Now, eight years into the recovery, the BoE is saying it is likely to raise rates “in the coming months”. Investors mostly say that means as soon as Nov. 2, after its next policy meeting.
At one level, increasing Bank Rate to 0.5 percent from 0.25 percent would represent only a reversal of last year’s emergency rate cut after the shock Brexit vote.
But many British businesses are worried it might have an outsized impact on the mindset of consumers.
“When I have been around the country, businesses have been asking a lot about the Bank of England,” said Rain Newton-Smith, chief economist at the Confederation of British Industry.
“There is nervousness about the psychological impact of the first increase.”

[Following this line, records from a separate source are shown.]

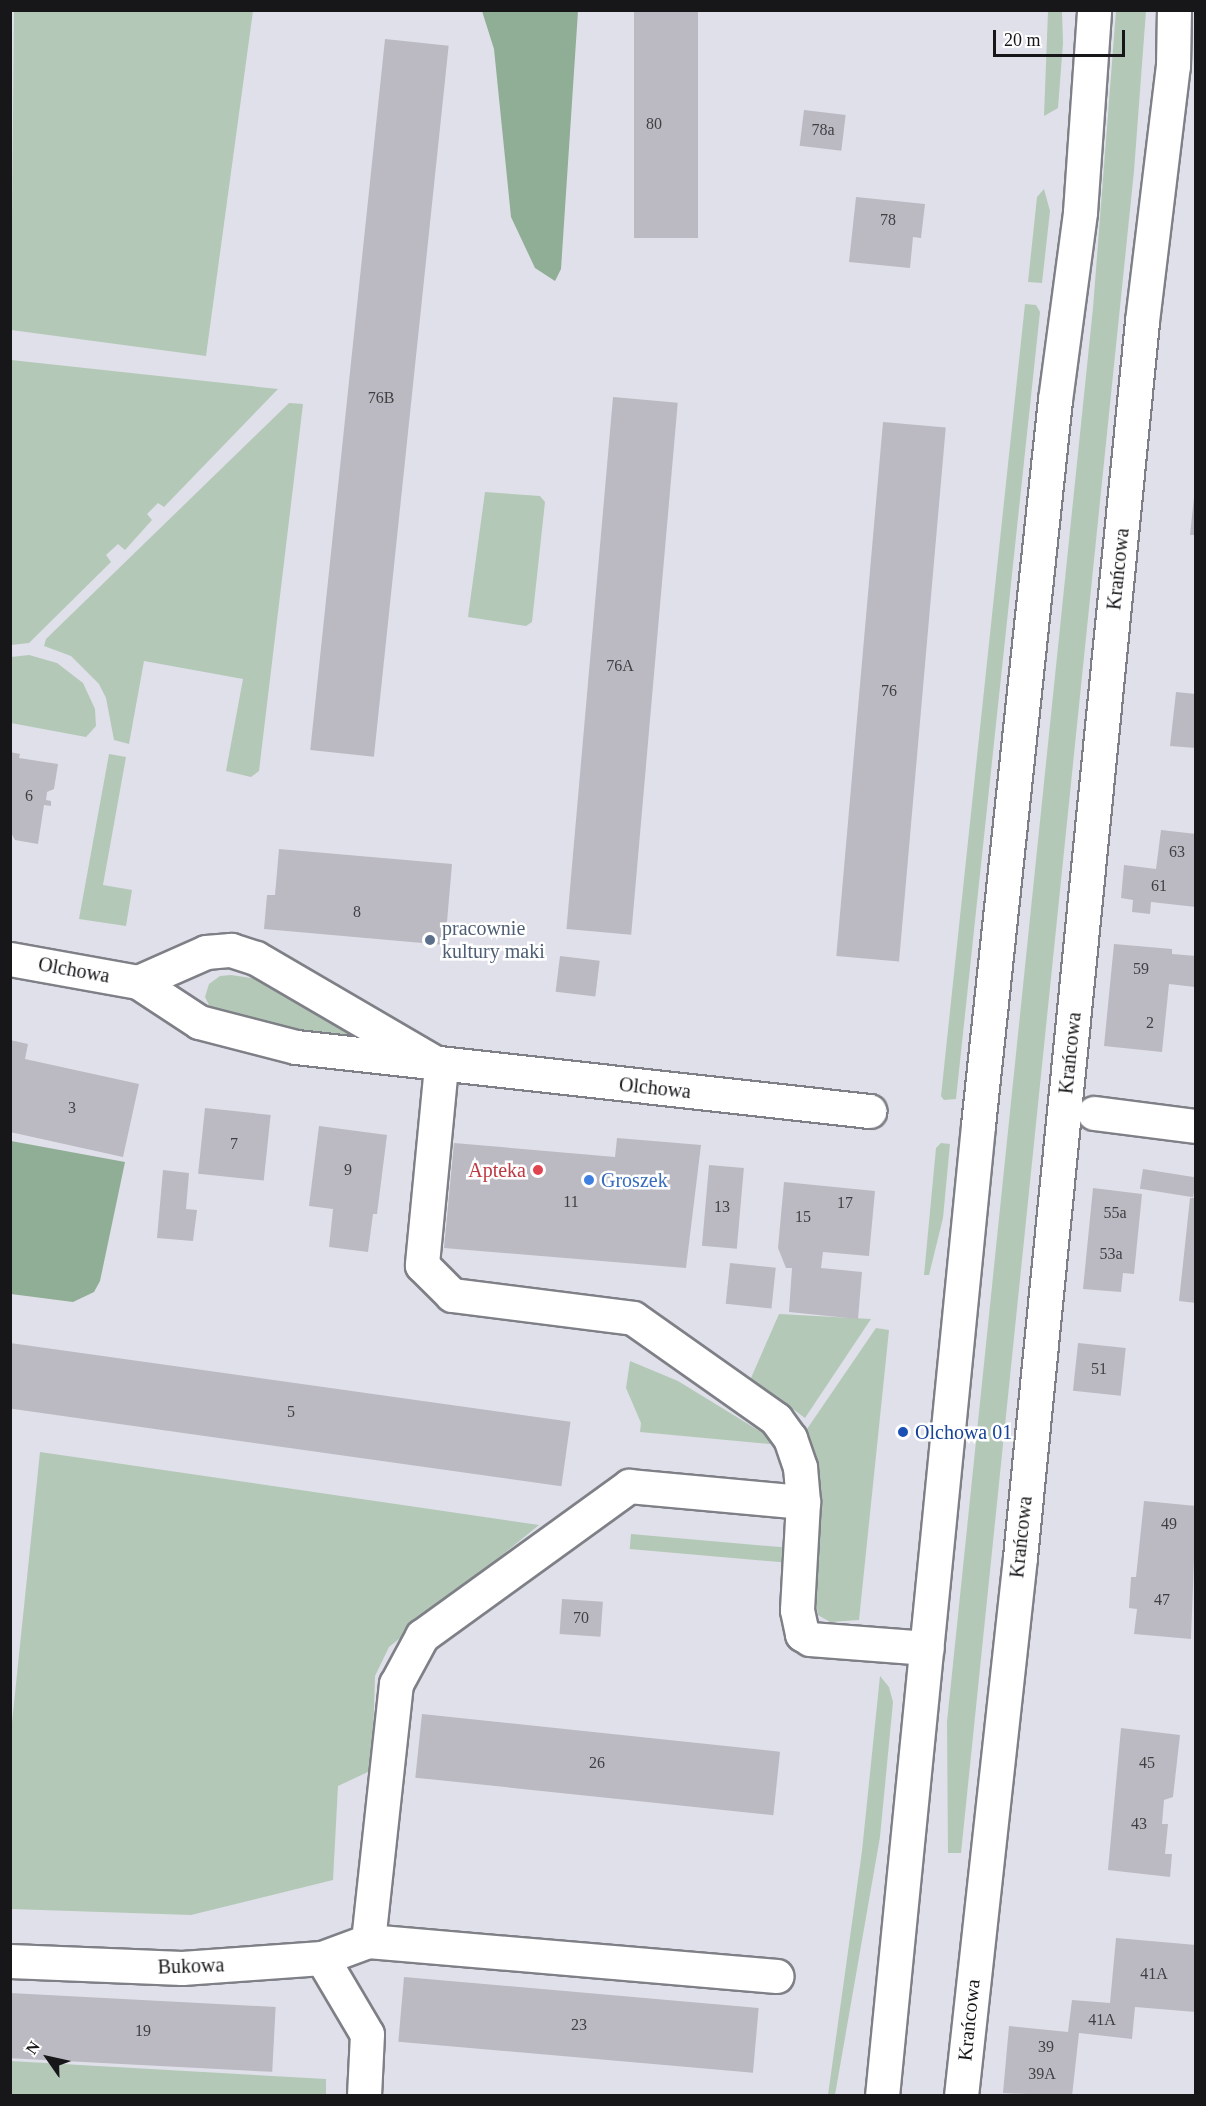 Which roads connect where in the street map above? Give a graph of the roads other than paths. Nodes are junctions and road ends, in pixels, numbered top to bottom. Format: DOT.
graph roads {
  1 [pos="1094,10"];
  2 [pos="1174,10"];
  3 [pos="10,959"];
  4 [pos="138,982"];
  5 [pos="441,1066"];
  6 [pos="869,1111"];
  7 [pos="1094,1113"];
  8 [pos="1196,1126"];
  9 [pos="803,1502"];
  10 [pos="927,1648"];
  11 [pos="368,1941"];
  12 [pos="322,1958"];
  13 [pos="10,1961"];
  14 [pos="777,1976"];
  15 [pos="364,2096"];
  16 [pos="882,2096"];
  17 [pos="961,2096"];
  1 -- 10 [label="main road"];
  2 -- 17 [label="main road, Krańcowa"];
  3 -- 4 [label="main road, Olchowa"];
  4 -- 5 [label="main road, Olchowa"];
  4 -- 5 [label="main road, Olchowa"];
  5 -- 6 [label="main road, Olchowa"];
  5 -- 9 [label="main road"];
  7 -- 8 [label="main road"];
  9 -- 10 [label="main road"];
  9 -- 11 [label="main road"];
  10 -- 16 [label="main road"];
  11 -- 12 [label="main road, Bukowa"];
  11 -- 14 [label="main road"];
  12 -- 13 [label="main road, Bukowa"];
  12 -- 15 [label="main road"];
}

The messaging challenge could be all the harder after several failed attempts in recent years by Governor Mark Carney and the BoE to signal when rates were likely to rise.
The guidance was repeatedly knocked off course by surprises in the economy, prompting one lawmaker to call Carney an “unreliable boyfriend” in 2014, an epithet that has stuck.
In June, sterling fell and then rose as Carney made two speeches in eight days in which he seemed to change the emphasis of his message away from being in no hurry to consider a rate hike to saying one might become necessary.
It remains unclear if the BoE will pull the trigger in November. Most economists polled by Reuters last month said the time was not right for a hike, yet they still expected the BoE to press on.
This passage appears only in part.